Quantitative Relationships between Pollen Shed Density and Grain Yield in Maize

Abstract

Pollen production generally is not considered a limiting factor in modern maize (Zea mays L.) production. In some modern hybrids, however, smaller tassel size, use of male sterile blends, and top cross production may limit pollen availability. This study was conducted to establish the lower limits for pollen production needed to ensure maximum kernel set, and to devise a method for predicting pollen production from simple measures of tassel development. Isolated blocks of male fertile plants were established in a field of male sterile plants. The level of male fertility was varied from 0 to 100% by detasselling (Pioneer 3978) or by using mixtures of male fertile and male sterile isolines (Pioneer 3925 and 3925S). Pollen shed was measured daily with passive pollen traps. A Population Index, derived from the percentage of plants shedding pollen and the average pollen production per plant, accurately predicted the seasonal pattern and total pollen shed for each male fertility treatment. Hybrids used in this study shed pollen for 10 to 12 d, with a peak intensity 2 to 3 d after anthesis (50% plants shedding pollen). Individual tassels produced 4.5 × 106 pollen grains on average, and shed pollen for 5 or 6 d. Variation in grain yield across male fertility treatments was closely correlated to kernels per plant (r2 = 0.998). Seasonal pollen production limited kernels per plant at pollen densities less than 3000 pollen grains silk−1 This lower limit for effective kernel set occurred at male fertility levels less than 50% for both hybrids. Grain yield, however, was maintained at male fertility levels as low as 20% because of compensation in grain size.
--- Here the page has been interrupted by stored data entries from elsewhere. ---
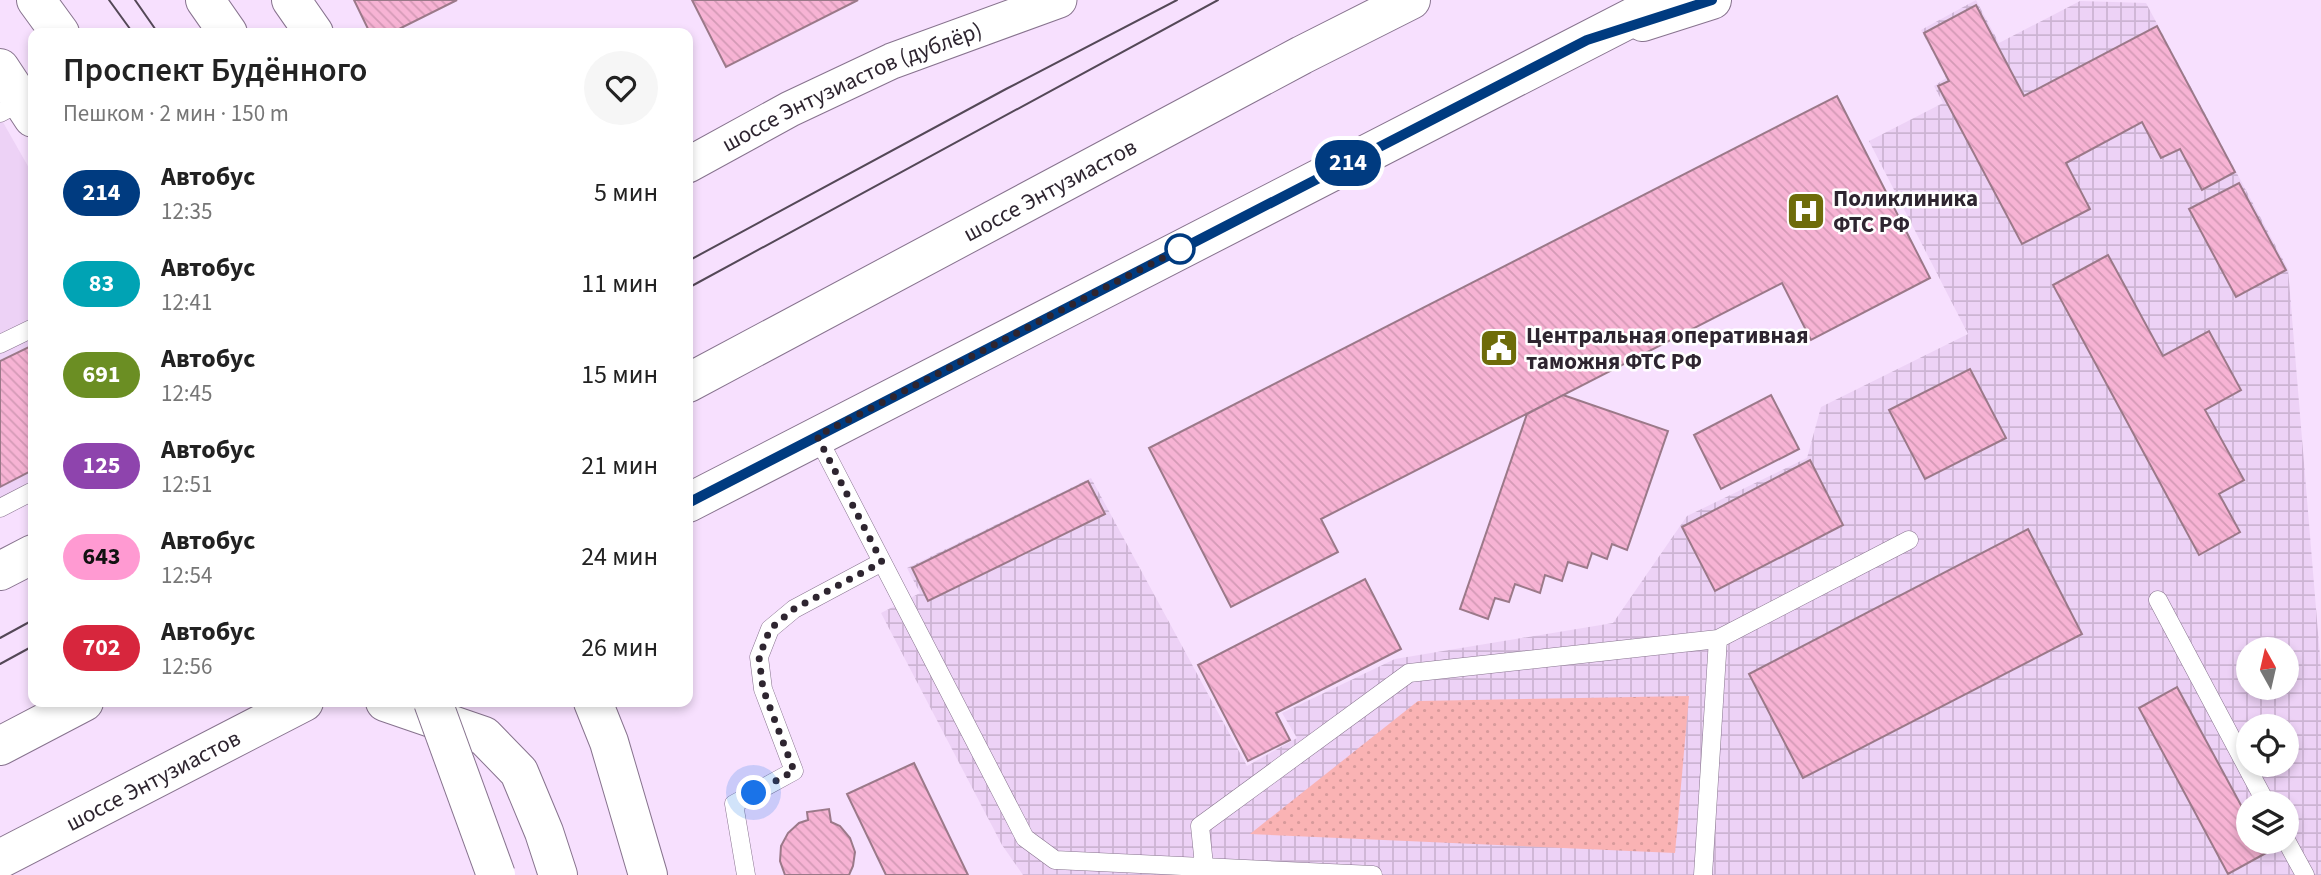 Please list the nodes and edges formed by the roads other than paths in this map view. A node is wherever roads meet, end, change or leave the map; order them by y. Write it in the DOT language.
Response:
graph roads {
  1 [pos="36,0"];
  2 [pos="205,0"];
  3 [pos="284,0"];
  4 [pos="291,0"];
  5 [pos="1059,0"];
  6 [pos="1411,0"];
  7 [pos="1666,0"];
  8 [pos="1712,0"];
  9 [pos="56,28"];
  10 [pos="225,28"];
  11 [pos="285,28"];
  12 [pos="311,28"];
  13 [pos="1587,40"];
  14 [pos="0,68"];
  15 [pos="19,110"];
  16 [pos="693,162"];
  17 [pos="28,330"];
  18 [pos="0,344"];
  19 [pos="693,380"];
  20 [pos="817,436"];
  21 [pos="28,494"];
  22 [pos="693,500"];
  23 [pos="0,508"];
  24 [pos="1909,540"];
  25 [pos="28,557"];
  26 [pos="882,562"];
  27 [pos="0,571"];
  28 [pos="2158,600"];
  29 [pos="1718,639"];
  30 [pos="74,707"];
  31 [pos="293,707"];
  32 [pos="400,707"];
  33 [pos="435,707"];
  34 [pos="595,707"];
  35 [pos="0,746"];
  36 [pos="2260,791"];
  37 [pos="2294,854"];
  38 [pos="0,859"];
  39 [pos="1204,871"];
  40 [pos="496,875"];
  41 [pos="558,875"];
  42 [pos="648,875"];
  43 [pos="746,875"];
  44 [pos="1373,875"];
  45 [pos="1703,875"];
  46 [pos="2305,875"];
  1 -- 9 [label="main road"];
  2 -- 10 [label="main road"];
  3 -- 11 [label="main road"];
  4 -- 12 [label="main road"];
  5 -- 16 [label="street, шоссе Энтузиастов (дублёр)"];
  6 -- 19 [label="main road, шоссе Энтузиастов"];
  7 -- 13 [label="main road"];
  8 -- 13 [label="main road"];
  13 -- 20 [label="main road"];
  14 -- 15 [label="main road"];
  17 -- 18 [label="lane"];
  20 -- 22 [label="main road"];
  20 -- 26 [label="lane"];
  21 -- 23 [label="lane"];
  24 -- 29 [label="lane"];
  25 -- 27 [label="main road"];
  26 -- 39 [label="lane"];
  26 -- 43 [label="lane"];
  28 -- 36 [label="lane"];
  29 -- 39 [label="lane"];
  29 -- 45 [label="lane"];
  30 -- 35 [label="main road"];
  31 -- 38 [label="main road, шоссе Энтузиастов"];
  32 -- 41 [label="main road"];
  33 -- 40 [label="main road, bridge"];
  34 -- 42 [label="main road"];
  37 -- 46 [label="lane"];
  39 -- 44 [label="lane"];
} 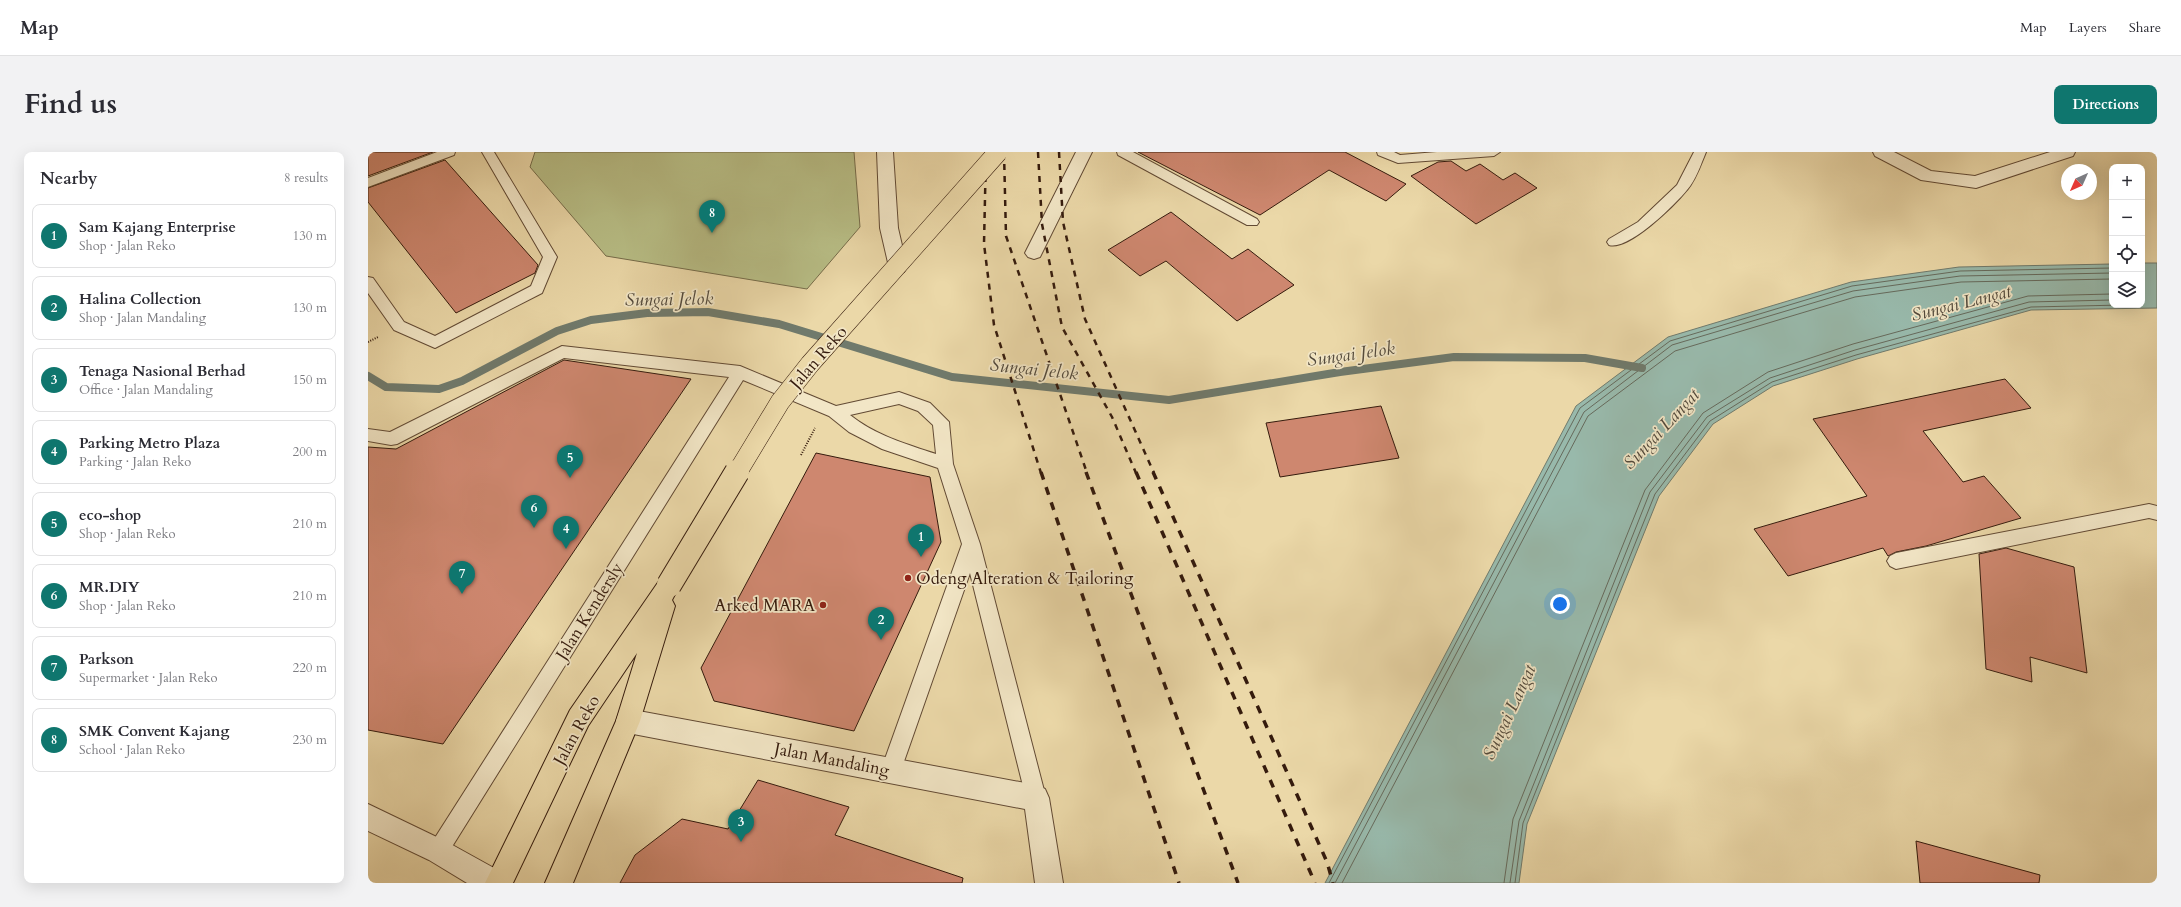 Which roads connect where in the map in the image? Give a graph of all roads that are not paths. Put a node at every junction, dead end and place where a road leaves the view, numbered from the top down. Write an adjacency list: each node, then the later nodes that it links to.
1 (449, 152): 12 (lane)
2 (488, 152): 17 (lane)
3 (885, 152): 16 (street)
4 (998, 152): 16 (main road, Jalan Reko, bridge)
5 (1084, 152): 15 (street)
6 (1123, 152): 13 (lane)
7 (1383, 152): 8 (lane)
8 (1494, 152)
9 (1700, 152): 14 (lane)
10 (1881, 152): 11 (street)
11 (2056, 153)
12 (368, 184)
13 (1252, 222)
14 (1614, 242)
15 (1034, 252)
16 (898, 267): 25 (main road, Jalan Reko, bridge)
17 (368, 282)
18 (740, 372): 19 (lane); 20 (lane); 30 (lane, Jalan Kendersly)
19 (835, 412): 21 (lane); 21 (lane)
20 (368, 435)
21 (945, 464): 23 (lane)
22 (2157, 513): 24 (lane)
23 (971, 544): 27 (lane); 28 (lane)
24 (1896, 561)
25 (669, 585): 26 (main road, Jalan Reko); 32 (main road, Jalan Reko)
26 (628, 721): 27 (street, Jalan Mandaling); 33 (main road, Jalan Reko)
27 (891, 770): 28 (street, Jalan Mandaling)
28 (1036, 798): 34 (street)
29 (368, 817): 30 (street)
30 (438, 851): 31 (street)
31 (493, 883)
32 (499, 883)
33 (559, 883)
34 (1049, 883)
These results demonstrate that a minimum pollen shed density per exposed silk is required to achieve maximum kernel set and grain yield. They also show that the seasonal pattern of pollen shed can be predicted from simple measures of staminate flower development. Together, these results provide a rational basis for achieving high kernel set under field conditions in which pollen production might be limiting.